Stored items
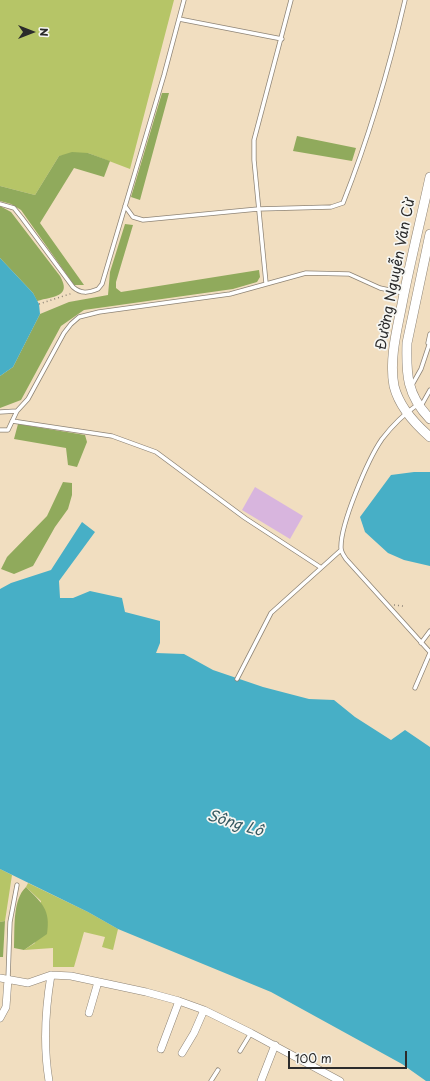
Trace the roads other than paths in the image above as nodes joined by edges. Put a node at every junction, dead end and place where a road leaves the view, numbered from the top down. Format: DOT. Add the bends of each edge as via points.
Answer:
graph roads {
  1 [pos="184,0"];
  2 [pos="291,0"];
  3 [pos="405,0"];
  4 [pos="179,19"];
  5 [pos="282,39"];
  6 [pos="430,177"];
  7 [pos="0,204"];
  8 [pos="125,206"];
  9 [pos="258,209"];
  10 [pos="430,234"];
  11 [pos="266,283"];
  12 [pos="404,293"];
  13 [pos="430,334"];
  14 [pos="429,343"];
  15 [pos="410,389"];
  16 [pos="430,390"];
  17 [pos="419,406"];
  18 [pos="17,411"];
  19 [pos="0,412"];
  20 [pos="407,412"];
  21 [pos="430,419"];
  22 [pos="12,421"];
  23 [pos="0,430"];
  24 [pos="430,437"];
  25 [pos="341,550"];
  26 [pos="320,567"];
  27 [pos="430,631"];
  28 [pos="421,643"];
  29 [pos="430,653"];
  30 [pos="237,679"];
  31 [pos="415,688"];
  32 [pos="17,885"];
  33 [pos="51,975"];
  34 [pos="4,978"];
  35 [pos="98,982"];
  36 [pos="179,1001"];
  37 [pos="204,1010"];
  38 [pos="89,1013"];
  39 [pos="0,1018"];
  40 [pos="251,1033"];
  41 [pos="275,1045"];
  42 [pos="161,1049"];
  43 [pos="240,1051"];
  44 [pos="182,1053"];
  45 [pos="218,1070"];
  46 [pos="49,1081"];
  47 [pos="211,1081"];
  48 [pos="261,1081"];
  49 [pos="340,1081"];
  1 -- 4 [label="lane"];
  2 -- 5 [label="lane"];
  3 -- 9 [label="lane" via="390,62 343,203 331,207"];
  4 -- 5 [label="lane"];
  4 -- 8 [label="lane"];
  5 -- 9 [label="lane" via="254,140"];
  6 -- 12 [label="main road, Đường Nguyễn Văn Cừ"];
  7 -- 8 [label="lane" via="14,208 78,292 90,292 102,284"];
  8 -- 9 [label="lane" via="132,217 143,220"];
  9 -- 11 [label="lane"];
  10 -- 15 [label="main road, Đường Nguyễn Văn Cừ" via="407,343 407,374"];
  11 -- 12 [label="lane" via="306,273 349,274 380,288"];
  11 -- 18 [label="lane" via="230,294 79,317 64,333 28,399"];
  12 -- 20 [label="main road, Đường Nguyễn Văn Cừ" via="394,343 393,370 394,386"];
  13 -- 14 [label="lane"];
  14 -- 15 [label="lane" via="421,369"];
  15 -- 17 [label="main road, Đường Nguyễn Văn Cừ"];
  16 -- 17 [label="lane"];
  17 -- 20 [label="lane"];
  17 -- 21 [label="main road, Đường Nguyễn Văn Cừ"];
  18 -- 19 [label="lane"];
  18 -- 22 [label="lane"];
  20 -- 24 [label="main road, Đường Nguyễn Văn Cừ"];
  20 -- 25 [label="lane" via="381,441 362,478 342,538"];
  22 -- 23 [label="lane" via="8,430"];
  22 -- 26 [label="lane" via="112,436 156,452 245,518"];
  25 -- 26 [label="lane"];
  25 -- 28 [label="lane" via="346,559"];
  26 -- 30 [label="lane" via="271,613"];
  27 -- 28 [label="lane"];
  28 -- 29 [label="lane"];
  29 -- 31 [label="lane"];
  32 -- 34 [label="lane"];
  33 -- 34 [label="street" via="28,983"];
  33 -- 35 [label="street"];
  33 -- 46 [label="street" via="45,1025 45,1056"];
  34 -- 39 [label="street" via="6,1007"];
  35 -- 36 [label="street"];
  35 -- 38 [label="street"];
  36 -- 37 [label="street"];
  36 -- 42 [label="street"];
  37 -- 40 [label="street"];
  37 -- 44 [label="street"];
  40 -- 41 [label="street"];
  40 -- 43 [label="lane"];
  41 -- 48 [label="street"];
  41 -- 49 [label="street"];
  45 -- 47 [label="lane"];
}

TASK BRIEF: Print each of the records above exactly as written, leaving no picture in the copy.

SOLUTION BELOW:
Trace the roads other than paths in the image above as nodes joined by edges. Put a node at every junction, dead end and place where a road leaves the view, numbered from the top down. Format: DOT. Add the bends of each edge as via points.
Answer:
graph roads {
  1 [pos="184,0"];
  2 [pos="291,0"];
  3 [pos="405,0"];
  4 [pos="179,19"];
  5 [pos="282,39"];
  6 [pos="430,177"];
  7 [pos="0,204"];
  8 [pos="125,206"];
  9 [pos="258,209"];
  10 [pos="430,234"];
  11 [pos="266,283"];
  12 [pos="404,293"];
  13 [pos="430,334"];
  14 [pos="429,343"];
  15 [pos="410,389"];
  16 [pos="430,390"];
  17 [pos="419,406"];
  18 [pos="17,411"];
  19 [pos="0,412"];
  20 [pos="407,412"];
  21 [pos="430,419"];
  22 [pos="12,421"];
  23 [pos="0,430"];
  24 [pos="430,437"];
  25 [pos="341,550"];
  26 [pos="320,567"];
  27 [pos="430,631"];
  28 [pos="421,643"];
  29 [pos="430,653"];
  30 [pos="237,679"];
  31 [pos="415,688"];
  32 [pos="17,885"];
  33 [pos="51,975"];
  34 [pos="4,978"];
  35 [pos="98,982"];
  36 [pos="179,1001"];
  37 [pos="204,1010"];
  38 [pos="89,1013"];
  39 [pos="0,1018"];
  40 [pos="251,1033"];
  41 [pos="275,1045"];
  42 [pos="161,1049"];
  43 [pos="240,1051"];
  44 [pos="182,1053"];
  45 [pos="218,1070"];
  46 [pos="49,1081"];
  47 [pos="211,1081"];
  48 [pos="261,1081"];
  49 [pos="340,1081"];
  1 -- 4 [label="lane"];
  2 -- 5 [label="lane"];
  3 -- 9 [label="lane" via="390,62 343,203 331,207"];
  4 -- 5 [label="lane"];
  4 -- 8 [label="lane"];
  5 -- 9 [label="lane" via="254,140"];
  6 -- 12 [label="main road, Đường Nguyễn Văn Cừ"];
  7 -- 8 [label="lane" via="14,208 78,292 90,292 102,284"];
  8 -- 9 [label="lane" via="132,217 143,220"];
  9 -- 11 [label="lane"];
  10 -- 15 [label="main road, Đường Nguyễn Văn Cừ" via="407,343 407,374"];
  11 -- 12 [label="lane" via="306,273 349,274 380,288"];
  11 -- 18 [label="lane" via="230,294 79,317 64,333 28,399"];
  12 -- 20 [label="main road, Đường Nguyễn Văn Cừ" via="394,343 393,370 394,386"];
  13 -- 14 [label="lane"];
  14 -- 15 [label="lane" via="421,369"];
  15 -- 17 [label="main road, Đường Nguyễn Văn Cừ"];
  16 -- 17 [label="lane"];
  17 -- 20 [label="lane"];
  17 -- 21 [label="main road, Đường Nguyễn Văn Cừ"];
  18 -- 19 [label="lane"];
  18 -- 22 [label="lane"];
  20 -- 24 [label="main road, Đường Nguyễn Văn Cừ"];
  20 -- 25 [label="lane" via="381,441 362,478 342,538"];
  22 -- 23 [label="lane" via="8,430"];
  22 -- 26 [label="lane" via="112,436 156,452 245,518"];
  25 -- 26 [label="lane"];
  25 -- 28 [label="lane" via="346,559"];
  26 -- 30 [label="lane" via="271,613"];
  27 -- 28 [label="lane"];
  28 -- 29 [label="lane"];
  29 -- 31 [label="lane"];
  32 -- 34 [label="lane"];
  33 -- 34 [label="street" via="28,983"];
  33 -- 35 [label="street"];
  33 -- 46 [label="street" via="45,1025 45,1056"];
  34 -- 39 [label="street" via="6,1007"];
  35 -- 36 [label="street"];
  35 -- 38 [label="street"];
  36 -- 37 [label="street"];
  36 -- 42 [label="street"];
  37 -- 40 [label="street"];
  37 -- 44 [label="street"];
  40 -- 41 [label="street"];
  40 -- 43 [label="lane"];
  41 -- 48 [label="street"];
  41 -- 49 [label="street"];
  45 -- 47 [label="lane"];
}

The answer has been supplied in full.